There are many variations of these experiments. In India, when they train elephants, they take the baby elephant and tie it with an iron chain to a huge tree. Then they start cutting the size of the chain and the tree. Ultimately you can tie the elephant which a big animal now, with a flimsy rope to a green plant but the elephant is unable to escape. It's made a commitment in its body-mind that it's in a prison!

Or you can do another simple experiment. Take some flies and put them in a jar. After a while remove the lid from the jar and you'll find that most of the flies, except for a couple of pioneers, will not be able to escape. They make a commitment in their body-mind that they're in a prison.

People will tell you who work in aquariums that you can separate fish from each other. They're in big glass tanks and the separations are transparent glass partitions. You can remove the glass partition after a while. The fish will swim to the edge of where the partition was and return . They made a commitment that that's as far as they can go.

All these experiments, and there are many variations of these, are pointing to a very crucial fact as far as the mechanics of perception is concerned.
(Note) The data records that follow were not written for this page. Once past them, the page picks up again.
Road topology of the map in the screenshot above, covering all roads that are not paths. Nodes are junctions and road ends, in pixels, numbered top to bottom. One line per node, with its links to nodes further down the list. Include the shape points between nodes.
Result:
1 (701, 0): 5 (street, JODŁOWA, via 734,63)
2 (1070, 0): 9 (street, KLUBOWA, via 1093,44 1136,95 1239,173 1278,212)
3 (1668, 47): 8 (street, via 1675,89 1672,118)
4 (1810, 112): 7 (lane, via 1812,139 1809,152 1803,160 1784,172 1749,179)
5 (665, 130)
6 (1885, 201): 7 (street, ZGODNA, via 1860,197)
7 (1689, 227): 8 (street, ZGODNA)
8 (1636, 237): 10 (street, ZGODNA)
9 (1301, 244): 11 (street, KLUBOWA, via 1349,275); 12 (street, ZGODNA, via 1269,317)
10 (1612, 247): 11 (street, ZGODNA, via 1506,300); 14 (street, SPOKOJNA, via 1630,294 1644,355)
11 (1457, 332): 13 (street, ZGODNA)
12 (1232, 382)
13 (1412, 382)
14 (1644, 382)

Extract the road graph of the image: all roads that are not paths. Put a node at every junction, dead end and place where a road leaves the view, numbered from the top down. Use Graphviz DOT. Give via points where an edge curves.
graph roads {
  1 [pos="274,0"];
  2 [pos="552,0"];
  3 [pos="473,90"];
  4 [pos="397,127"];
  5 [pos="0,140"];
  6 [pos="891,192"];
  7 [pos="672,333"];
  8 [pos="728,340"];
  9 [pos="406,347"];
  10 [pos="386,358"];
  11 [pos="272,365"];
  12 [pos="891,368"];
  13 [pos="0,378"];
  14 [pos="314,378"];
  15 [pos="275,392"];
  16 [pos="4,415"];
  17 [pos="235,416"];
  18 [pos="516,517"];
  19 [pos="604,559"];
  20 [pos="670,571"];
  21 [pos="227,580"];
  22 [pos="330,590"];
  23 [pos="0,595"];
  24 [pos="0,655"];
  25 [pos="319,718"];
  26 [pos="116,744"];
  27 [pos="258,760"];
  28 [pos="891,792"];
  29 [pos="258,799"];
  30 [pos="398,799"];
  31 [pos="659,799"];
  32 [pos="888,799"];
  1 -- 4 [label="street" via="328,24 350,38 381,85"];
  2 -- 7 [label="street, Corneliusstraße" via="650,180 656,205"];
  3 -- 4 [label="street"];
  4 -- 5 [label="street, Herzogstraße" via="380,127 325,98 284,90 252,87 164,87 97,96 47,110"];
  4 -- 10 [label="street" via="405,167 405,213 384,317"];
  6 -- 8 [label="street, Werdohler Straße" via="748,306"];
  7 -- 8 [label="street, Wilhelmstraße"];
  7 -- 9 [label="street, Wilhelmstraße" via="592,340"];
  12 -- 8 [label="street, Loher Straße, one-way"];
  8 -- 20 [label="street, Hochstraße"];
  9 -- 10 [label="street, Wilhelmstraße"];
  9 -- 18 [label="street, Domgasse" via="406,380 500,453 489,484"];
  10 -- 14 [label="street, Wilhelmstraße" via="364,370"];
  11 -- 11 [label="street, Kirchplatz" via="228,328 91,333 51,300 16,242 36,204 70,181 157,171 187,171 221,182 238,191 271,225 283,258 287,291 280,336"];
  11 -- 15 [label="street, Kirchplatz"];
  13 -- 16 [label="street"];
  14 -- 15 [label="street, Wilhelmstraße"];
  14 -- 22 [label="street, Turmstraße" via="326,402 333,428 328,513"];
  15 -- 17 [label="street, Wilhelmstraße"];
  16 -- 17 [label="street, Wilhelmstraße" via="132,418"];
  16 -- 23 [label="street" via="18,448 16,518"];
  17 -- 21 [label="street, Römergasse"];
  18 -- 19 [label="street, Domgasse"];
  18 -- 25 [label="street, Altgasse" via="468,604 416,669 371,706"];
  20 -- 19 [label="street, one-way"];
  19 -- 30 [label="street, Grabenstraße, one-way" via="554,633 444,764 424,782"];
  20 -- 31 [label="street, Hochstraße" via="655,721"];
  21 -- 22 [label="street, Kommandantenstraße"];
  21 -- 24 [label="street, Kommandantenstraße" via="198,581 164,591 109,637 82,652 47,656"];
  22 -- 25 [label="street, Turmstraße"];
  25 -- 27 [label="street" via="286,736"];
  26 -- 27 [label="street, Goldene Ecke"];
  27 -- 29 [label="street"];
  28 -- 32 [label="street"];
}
And that is that our initial sensory experiences and how we interpret them or how they are interpreted for us actually structure the very anatomy and physiology of our nervous system in such a way that ultimately the nervous system serves only one function: to keep reinforcing the initial interpretation. Anything that doesn't reinforce the initial interpretation doesn't even get into the nervous system. So if you don't have a concept or a notion or an idea that something exists, then your nervous system won't even take it in.

That's a very peculiar fact because it tells us that with bits of sensory experience, we'll never be able to comprehend the whole. We never will be! After all the human eye can see only between 380 and 500 billionths of a meter. There's nothing sacred between 360 and 370. It doesn't exist for us.

And so too for the other senses. This is true not only of the human species but of all species. A honeybee, for example, doesn't have the apparatus to see the usual wavelengths that you and I perceive. It senses ultra-violet. When a honeybee looks at a flower at a distance it doesn't see a flower. It sees honey from a distance but it misses the flower altogether. A snake would experience the same thing as infrared radiation which means nothing to you and me. A bat would experience that as the echo of ultra-sound which also means nothing to you and me. And a chameleon's eyeballs swivel on two different axis. You can't even remotely imagine what this would look like to a chameleon.

So what's the real nature of the world? What's it really like? We can't trust the senses. They give us a very distorted view. They break up that wholeness into a small fragment and we call it reality. We happen to agree about it. We even call it "objective reality" and we have a whole methodology that we call "science" to explore that . If you really understand what science is, then science at least until now has not been a method for exploring the truth. Science has been a method for exploring our current map of what we think the truth is. And the map is not the territory. The territory that we explore is really an extension of the map we have. If we don't have the complete map then we will not explore the territory that is not within the framework of that map.
Maddening, eh? Not really. Limited maps are what drives us crazy, when we forget they're maps and they maybe no longer apply. The same as far as perceptions go. They all just access a little slice of a spectrum, and from then can even get stuck in a groove, leading us to adopt an even more limiting interpretation of what that is. The real real stuff is beyond the maps, obviously. Not that perceptions and maps aren't useful, of course. But its not the real thing.